Al regista Gianni Amelio il Premio Robert Bresson

Il Premio viene consegnato al regista de “La tenerezza” dalla Fondazione Ente dello Spettacolo e dalla Rivista del Cinematografo

Gianni Amelio vince il Premio Robert Bresson 2017.

Il regista Gianni Amelio continua a ottenere riscontri e a registrare successi: l’ultimo in ordine di tempo è il Premio Robert Bresson 2017 che gli sarà consegnato in occasione della prossimo Mostra internazionale d’arte cinematografica di Venezia che si terrà dal 30 agosto al 9 settembre e che va ad affiancare i tanti riconoscimenti che il regista insieme al suo ultimo film stanno collezionando.

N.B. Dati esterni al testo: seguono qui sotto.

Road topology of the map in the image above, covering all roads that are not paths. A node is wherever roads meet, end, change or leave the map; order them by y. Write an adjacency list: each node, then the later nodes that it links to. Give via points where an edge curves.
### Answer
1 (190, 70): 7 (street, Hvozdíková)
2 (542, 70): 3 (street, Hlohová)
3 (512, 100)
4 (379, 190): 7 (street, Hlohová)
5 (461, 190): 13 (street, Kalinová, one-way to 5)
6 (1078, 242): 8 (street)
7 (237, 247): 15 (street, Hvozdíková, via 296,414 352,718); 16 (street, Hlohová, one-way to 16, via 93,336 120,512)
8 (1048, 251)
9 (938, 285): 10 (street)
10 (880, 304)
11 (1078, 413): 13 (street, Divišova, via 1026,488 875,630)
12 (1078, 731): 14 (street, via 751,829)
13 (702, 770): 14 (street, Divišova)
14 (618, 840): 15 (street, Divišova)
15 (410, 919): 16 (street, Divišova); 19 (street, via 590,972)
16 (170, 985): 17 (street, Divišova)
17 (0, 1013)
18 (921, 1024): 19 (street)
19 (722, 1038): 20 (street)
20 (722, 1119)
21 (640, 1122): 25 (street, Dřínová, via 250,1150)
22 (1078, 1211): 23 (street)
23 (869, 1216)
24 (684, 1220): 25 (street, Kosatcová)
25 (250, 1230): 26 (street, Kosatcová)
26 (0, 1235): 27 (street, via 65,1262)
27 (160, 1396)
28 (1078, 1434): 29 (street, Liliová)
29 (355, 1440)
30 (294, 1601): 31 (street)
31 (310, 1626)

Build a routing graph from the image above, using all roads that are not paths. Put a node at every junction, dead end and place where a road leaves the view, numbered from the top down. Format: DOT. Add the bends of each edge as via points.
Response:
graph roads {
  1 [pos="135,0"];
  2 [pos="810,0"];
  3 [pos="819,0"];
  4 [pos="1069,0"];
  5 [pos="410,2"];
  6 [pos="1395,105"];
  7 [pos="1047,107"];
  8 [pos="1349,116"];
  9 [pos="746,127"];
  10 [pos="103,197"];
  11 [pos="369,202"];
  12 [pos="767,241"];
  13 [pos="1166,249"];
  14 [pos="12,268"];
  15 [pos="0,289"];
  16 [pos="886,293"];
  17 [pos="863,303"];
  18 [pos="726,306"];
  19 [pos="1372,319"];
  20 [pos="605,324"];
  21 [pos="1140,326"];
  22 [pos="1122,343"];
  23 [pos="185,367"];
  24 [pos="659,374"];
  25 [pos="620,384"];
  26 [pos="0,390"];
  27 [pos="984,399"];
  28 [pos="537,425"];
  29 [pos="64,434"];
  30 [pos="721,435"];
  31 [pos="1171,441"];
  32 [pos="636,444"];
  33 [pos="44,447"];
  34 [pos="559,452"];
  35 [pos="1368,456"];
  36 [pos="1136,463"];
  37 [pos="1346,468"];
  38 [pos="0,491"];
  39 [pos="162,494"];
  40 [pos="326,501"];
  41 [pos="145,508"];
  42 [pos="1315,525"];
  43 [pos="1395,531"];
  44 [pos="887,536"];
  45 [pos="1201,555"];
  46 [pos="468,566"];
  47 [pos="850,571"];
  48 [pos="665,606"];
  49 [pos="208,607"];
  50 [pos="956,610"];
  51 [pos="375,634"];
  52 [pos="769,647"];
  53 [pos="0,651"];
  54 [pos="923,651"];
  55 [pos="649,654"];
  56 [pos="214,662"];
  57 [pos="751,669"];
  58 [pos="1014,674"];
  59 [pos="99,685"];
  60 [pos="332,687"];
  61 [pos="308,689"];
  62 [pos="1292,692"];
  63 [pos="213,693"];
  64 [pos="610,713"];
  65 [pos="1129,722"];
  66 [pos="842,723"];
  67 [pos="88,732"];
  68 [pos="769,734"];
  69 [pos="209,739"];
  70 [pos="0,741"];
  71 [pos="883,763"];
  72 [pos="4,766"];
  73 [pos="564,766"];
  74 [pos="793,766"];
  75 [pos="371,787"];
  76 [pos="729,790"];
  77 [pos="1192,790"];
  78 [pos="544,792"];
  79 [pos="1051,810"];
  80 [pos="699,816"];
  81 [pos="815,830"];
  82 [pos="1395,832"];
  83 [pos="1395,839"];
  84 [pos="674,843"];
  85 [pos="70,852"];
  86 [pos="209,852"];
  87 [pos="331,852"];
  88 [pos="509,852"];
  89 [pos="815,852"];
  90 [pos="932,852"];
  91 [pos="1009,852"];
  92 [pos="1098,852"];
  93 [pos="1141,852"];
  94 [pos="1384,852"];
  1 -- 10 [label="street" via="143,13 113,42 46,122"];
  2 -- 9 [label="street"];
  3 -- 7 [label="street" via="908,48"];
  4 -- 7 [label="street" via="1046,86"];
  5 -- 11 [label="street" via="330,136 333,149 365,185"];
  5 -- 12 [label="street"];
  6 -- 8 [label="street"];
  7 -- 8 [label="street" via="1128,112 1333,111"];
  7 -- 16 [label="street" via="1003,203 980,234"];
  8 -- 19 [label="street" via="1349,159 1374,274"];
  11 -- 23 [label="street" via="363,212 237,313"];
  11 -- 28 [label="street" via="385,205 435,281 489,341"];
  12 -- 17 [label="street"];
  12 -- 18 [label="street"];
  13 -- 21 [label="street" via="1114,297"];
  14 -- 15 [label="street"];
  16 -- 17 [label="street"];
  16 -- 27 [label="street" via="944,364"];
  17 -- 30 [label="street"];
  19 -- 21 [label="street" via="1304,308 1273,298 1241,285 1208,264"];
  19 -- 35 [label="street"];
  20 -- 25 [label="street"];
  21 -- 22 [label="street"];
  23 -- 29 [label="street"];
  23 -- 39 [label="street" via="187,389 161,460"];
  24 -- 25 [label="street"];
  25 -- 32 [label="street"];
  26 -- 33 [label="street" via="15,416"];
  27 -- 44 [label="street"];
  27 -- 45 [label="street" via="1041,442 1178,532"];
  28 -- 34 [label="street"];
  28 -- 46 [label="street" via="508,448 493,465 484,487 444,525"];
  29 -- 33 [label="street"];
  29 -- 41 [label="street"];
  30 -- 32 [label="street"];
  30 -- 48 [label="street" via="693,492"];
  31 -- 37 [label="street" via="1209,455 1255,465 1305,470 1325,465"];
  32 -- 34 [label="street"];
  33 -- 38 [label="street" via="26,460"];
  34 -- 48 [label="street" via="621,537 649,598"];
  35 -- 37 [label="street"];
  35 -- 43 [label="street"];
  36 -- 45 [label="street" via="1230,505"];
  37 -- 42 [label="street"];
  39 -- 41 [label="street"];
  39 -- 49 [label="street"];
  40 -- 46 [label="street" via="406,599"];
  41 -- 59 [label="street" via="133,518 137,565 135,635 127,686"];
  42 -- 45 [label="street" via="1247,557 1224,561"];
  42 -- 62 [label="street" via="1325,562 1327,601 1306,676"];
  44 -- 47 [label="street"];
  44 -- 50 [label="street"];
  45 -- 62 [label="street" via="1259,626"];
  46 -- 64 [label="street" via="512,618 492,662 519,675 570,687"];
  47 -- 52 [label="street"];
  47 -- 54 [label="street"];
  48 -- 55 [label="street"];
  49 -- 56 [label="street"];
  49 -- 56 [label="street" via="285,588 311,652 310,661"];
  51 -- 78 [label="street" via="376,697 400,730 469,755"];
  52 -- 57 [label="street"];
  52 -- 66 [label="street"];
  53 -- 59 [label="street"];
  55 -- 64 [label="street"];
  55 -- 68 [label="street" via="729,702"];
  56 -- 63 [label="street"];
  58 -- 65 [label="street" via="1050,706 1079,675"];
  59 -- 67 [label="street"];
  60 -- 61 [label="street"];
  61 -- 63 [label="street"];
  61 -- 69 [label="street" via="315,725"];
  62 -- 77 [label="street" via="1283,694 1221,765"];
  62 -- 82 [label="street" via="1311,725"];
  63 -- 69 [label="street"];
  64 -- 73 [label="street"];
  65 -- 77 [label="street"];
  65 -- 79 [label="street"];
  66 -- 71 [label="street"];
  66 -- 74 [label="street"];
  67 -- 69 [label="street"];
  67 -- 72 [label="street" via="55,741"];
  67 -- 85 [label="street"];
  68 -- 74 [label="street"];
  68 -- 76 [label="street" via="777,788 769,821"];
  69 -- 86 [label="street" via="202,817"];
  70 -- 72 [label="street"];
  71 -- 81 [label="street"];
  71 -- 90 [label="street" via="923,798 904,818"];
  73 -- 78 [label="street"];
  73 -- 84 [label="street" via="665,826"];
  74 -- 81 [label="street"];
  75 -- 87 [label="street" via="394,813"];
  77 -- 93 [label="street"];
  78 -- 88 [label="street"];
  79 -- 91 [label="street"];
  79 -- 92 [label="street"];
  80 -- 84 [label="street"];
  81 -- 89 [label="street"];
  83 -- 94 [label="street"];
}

Il premio Robert Bresson è un riconoscimento conferito dalla Fondazione ente dello spettacolo e dalla Rivista del cinematografo, sentito il parere dei Pontifici consigli della cultura e delle comunicazioni sociali, che viene attribuito al regista o alla personalità che «abbia dato una testimonianza, significativa per sincerità e intensità, del difficile cammino alla ricerca del significato spirituale della nostra vita». È stato istituito nel 2000 e viene consegnato ogni anno durante la Mostra internazionale d’arte cinematografica di Venezia.

Tra i premiati negli anni passati ci sono: Giuseppe Tornatore, Manoel de Oliveira, Theo Angelopoulos, Krzysztof Zanussi, Wim Wenders, Jerzy Stuhr, Zhang Yuan, Daniel Burman, Walter Salles, Aleksandr Sokurov, Mahamat Saleh-Haroun, Jean-Pierre e Luc Dardenne, Ken Loach, Amos Gitai, Carlo Verdone, Mohsen Makhmalbaf.
Nel 2010, in occasione dall’undicesima edizione del Premio, è stata realizzata un’opera dal titolo “Hope”, creata dall’artista Andrea Cagnetti in arte Akelo. L’artista ha commentato così l’opera: «Un sussulto di energia vitale squarcia la materia, penetrando tra le sue pieghe. Provoca uno squarcio nello spazio, si insinua nello scorrere del tempo, contagiando l’essere con un brivido di speranza».

Robert Bresson, il regista francese al quale è intitolato il premio, è unanimamente riconosciuto come il maestro del minimalismo, fondando il suo stile sulla differenza fra cinema e cinematografo: se il primo è fatto di film intesi come rappresentazioni filmate, il secondo è il tentativo di costruire un nuovo linguaggio fatto di immagini e suoni, dove il ruolo centrale è costituito dal montaggio.